Kim Yong Chan, Zhang Ai-Hong, Su Yan, Rieder Sadiye Amcaoglu, Rossi Robert J, Ettinger Ruth A, Pratt Kathleen P, Shevach Ethan M, Scott David W
Department of Medicine, Uniformed Services University of the Health Sciences, Bethesda, MD;
Laboratory of Immunology, National Institute of Allergy and Infectious Diseases, National Institutes of Health, Rockville, MD; and.

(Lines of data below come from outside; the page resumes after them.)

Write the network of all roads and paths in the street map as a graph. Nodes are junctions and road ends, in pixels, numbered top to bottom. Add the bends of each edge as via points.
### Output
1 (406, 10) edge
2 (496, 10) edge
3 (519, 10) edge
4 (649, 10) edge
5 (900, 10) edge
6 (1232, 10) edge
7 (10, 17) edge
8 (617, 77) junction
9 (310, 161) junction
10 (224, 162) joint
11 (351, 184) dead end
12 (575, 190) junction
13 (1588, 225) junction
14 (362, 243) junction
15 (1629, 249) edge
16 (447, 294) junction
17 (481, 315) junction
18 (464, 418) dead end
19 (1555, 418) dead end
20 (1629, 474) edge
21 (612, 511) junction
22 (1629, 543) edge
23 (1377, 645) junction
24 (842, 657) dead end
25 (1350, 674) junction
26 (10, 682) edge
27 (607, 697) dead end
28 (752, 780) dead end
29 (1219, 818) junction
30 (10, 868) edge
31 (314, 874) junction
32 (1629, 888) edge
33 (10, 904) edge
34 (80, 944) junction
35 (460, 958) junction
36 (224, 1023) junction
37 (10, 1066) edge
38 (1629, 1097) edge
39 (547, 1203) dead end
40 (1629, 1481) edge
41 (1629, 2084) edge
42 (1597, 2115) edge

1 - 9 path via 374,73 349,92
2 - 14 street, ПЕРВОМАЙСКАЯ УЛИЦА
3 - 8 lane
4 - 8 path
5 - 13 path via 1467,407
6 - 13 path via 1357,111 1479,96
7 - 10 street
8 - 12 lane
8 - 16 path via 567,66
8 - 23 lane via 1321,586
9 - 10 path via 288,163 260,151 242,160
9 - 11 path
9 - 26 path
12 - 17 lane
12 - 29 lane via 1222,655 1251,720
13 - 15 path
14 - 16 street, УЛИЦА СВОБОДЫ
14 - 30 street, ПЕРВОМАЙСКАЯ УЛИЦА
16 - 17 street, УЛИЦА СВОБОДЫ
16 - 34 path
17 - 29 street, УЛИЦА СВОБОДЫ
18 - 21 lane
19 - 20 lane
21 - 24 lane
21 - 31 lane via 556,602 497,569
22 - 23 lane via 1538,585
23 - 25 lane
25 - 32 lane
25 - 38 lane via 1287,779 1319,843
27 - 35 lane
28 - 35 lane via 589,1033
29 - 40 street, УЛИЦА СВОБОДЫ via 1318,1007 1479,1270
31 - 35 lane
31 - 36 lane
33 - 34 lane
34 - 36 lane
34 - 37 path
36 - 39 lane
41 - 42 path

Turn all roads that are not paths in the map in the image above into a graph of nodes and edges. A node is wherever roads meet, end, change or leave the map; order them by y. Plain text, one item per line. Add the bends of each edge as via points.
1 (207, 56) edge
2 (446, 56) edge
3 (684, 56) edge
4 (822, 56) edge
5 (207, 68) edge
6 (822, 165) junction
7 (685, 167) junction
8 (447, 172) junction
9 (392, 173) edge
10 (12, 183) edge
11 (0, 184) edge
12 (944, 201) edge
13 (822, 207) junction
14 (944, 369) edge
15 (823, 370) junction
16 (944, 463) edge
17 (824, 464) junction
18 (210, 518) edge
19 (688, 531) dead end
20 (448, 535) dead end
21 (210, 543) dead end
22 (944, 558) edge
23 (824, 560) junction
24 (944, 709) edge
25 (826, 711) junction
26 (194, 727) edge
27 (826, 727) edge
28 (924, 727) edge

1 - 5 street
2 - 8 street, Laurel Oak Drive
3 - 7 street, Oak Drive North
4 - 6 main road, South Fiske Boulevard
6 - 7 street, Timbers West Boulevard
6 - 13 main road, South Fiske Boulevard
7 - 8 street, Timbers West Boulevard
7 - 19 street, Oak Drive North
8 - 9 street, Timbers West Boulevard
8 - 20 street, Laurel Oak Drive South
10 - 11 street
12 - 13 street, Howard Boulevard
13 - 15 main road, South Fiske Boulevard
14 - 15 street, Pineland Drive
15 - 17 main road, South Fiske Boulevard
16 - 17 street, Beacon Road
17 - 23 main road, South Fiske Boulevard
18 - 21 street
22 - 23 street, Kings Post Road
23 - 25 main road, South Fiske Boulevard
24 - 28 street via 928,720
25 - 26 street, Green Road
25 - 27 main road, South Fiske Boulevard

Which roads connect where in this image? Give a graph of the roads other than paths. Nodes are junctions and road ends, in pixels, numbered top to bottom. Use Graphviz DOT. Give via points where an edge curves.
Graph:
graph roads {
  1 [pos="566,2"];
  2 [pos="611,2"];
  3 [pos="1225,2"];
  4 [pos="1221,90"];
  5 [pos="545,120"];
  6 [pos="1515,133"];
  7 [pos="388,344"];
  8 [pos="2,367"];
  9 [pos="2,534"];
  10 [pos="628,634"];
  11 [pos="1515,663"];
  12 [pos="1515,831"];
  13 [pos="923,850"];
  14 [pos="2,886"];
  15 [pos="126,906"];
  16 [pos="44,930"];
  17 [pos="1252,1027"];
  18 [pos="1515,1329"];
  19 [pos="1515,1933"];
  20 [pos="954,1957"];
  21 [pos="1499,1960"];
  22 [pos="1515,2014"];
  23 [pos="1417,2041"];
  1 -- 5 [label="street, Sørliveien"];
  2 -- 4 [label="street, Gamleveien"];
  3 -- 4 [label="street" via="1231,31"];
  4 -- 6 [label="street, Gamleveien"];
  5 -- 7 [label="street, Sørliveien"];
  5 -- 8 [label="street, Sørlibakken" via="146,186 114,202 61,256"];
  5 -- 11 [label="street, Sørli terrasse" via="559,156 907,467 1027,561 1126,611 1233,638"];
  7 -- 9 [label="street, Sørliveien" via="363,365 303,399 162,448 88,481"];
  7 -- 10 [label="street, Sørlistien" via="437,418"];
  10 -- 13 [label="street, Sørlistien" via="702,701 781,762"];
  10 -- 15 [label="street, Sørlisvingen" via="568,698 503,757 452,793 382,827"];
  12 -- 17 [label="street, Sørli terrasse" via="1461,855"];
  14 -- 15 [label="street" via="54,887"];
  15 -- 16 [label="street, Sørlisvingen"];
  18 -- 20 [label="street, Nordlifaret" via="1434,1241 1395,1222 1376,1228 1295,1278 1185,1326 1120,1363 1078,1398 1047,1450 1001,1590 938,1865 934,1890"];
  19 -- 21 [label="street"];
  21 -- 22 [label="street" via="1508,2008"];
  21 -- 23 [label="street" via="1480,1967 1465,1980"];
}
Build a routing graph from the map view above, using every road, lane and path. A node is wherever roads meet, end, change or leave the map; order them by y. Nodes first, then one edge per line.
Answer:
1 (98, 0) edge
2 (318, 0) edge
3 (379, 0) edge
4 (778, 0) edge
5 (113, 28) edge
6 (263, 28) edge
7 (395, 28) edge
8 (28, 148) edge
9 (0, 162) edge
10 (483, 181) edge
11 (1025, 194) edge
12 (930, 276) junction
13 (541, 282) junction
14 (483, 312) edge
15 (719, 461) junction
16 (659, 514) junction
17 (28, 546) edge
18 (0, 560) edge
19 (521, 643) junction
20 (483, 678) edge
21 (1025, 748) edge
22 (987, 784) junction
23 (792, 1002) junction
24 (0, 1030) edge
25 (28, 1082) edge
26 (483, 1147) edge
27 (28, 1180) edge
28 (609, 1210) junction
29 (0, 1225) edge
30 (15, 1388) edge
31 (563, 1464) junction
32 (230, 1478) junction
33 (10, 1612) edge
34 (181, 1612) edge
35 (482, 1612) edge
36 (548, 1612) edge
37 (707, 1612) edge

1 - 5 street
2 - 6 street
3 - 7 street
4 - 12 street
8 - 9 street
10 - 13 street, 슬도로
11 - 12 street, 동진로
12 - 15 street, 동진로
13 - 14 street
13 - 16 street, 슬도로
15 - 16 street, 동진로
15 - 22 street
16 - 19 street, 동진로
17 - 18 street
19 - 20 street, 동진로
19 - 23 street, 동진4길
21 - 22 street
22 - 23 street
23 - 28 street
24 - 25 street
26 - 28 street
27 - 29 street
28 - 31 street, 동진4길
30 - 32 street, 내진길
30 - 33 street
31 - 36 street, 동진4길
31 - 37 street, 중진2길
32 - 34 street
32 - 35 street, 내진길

Blood. 2015 Feb 12;125(7):1107-15. doi: 10.1182/blood-2014-04-566786. Epub 2014 Dec 10.
Expansion of human regulatory T cells (Tregs) for clinical applications offers great promise for the treatment of undesirable immune responses in autoimmunity, transplantation, allergy, and antidrug antibody responses, including inhibitor responses in hemophilia A patients. However, polyclonal Tregs are nonspecific and therefore could potentially cause global immunosuppression. To avoid this undesirable outcome, the generation of antigen-specific Tregs would be advantageous. Herein, we report the production and properties of engineered antigen-specific Tregs, created by transduction of a recombinant T-cell receptor obtained from a hemophilia A subject's T-cell clone, into expanded human FoxP3(+) Tregs. Such engineered factor VIII (FVIII)-specific Tregs efficiently suppressed the proliferation and cytokine production of FVIII-specific T-effector cells. Moreover, studies with an HLA-transgenic, FVIII-deficient mouse model demonstrated that antibody production from FVIII-primed spleen cells in vitro were profoundly inhibited in the presence of these FVIII-specific Tregs, suggesting potential utility to treat anti-FVIII inhibitory antibody formation in hemophilia A patients.
扩增人类调节性T细胞(Tregs)用于临床应用,为治疗自身免疫、移植、过敏和抗药抗体反应(包括A型血友病患者的抑制剂反应)中的不良免疫反应带来了巨大希望。然而,多克隆Tregs是非特异性的,因此可能会导致全身性免疫抑制。为避免这种不良后果,产生抗原特异性Tregs将具有优势。在此,我们报告了通过将从一名A型血友病患者的T细胞克隆获得的重组T细胞受体转导到扩增的人类FoxP3(+) Tregs中而产生的工程化抗原特异性Tregs的制备及其特性。这种工程化的因子VIII(FVIII)特异性Tregs有效地抑制了FVIII特异性T效应细胞的增殖和细胞因子产生。此外,使用HLA转基因、FVIII缺陷小鼠模型进行的研究表明,在这些FVIII特异性Tregs存在的情况下,体外FVIII致敏的脾细胞产生抗体受到显著抑制,这表明其在治疗A型血友病患者抗FVIII抑制性抗体形成方面具有潜在用途。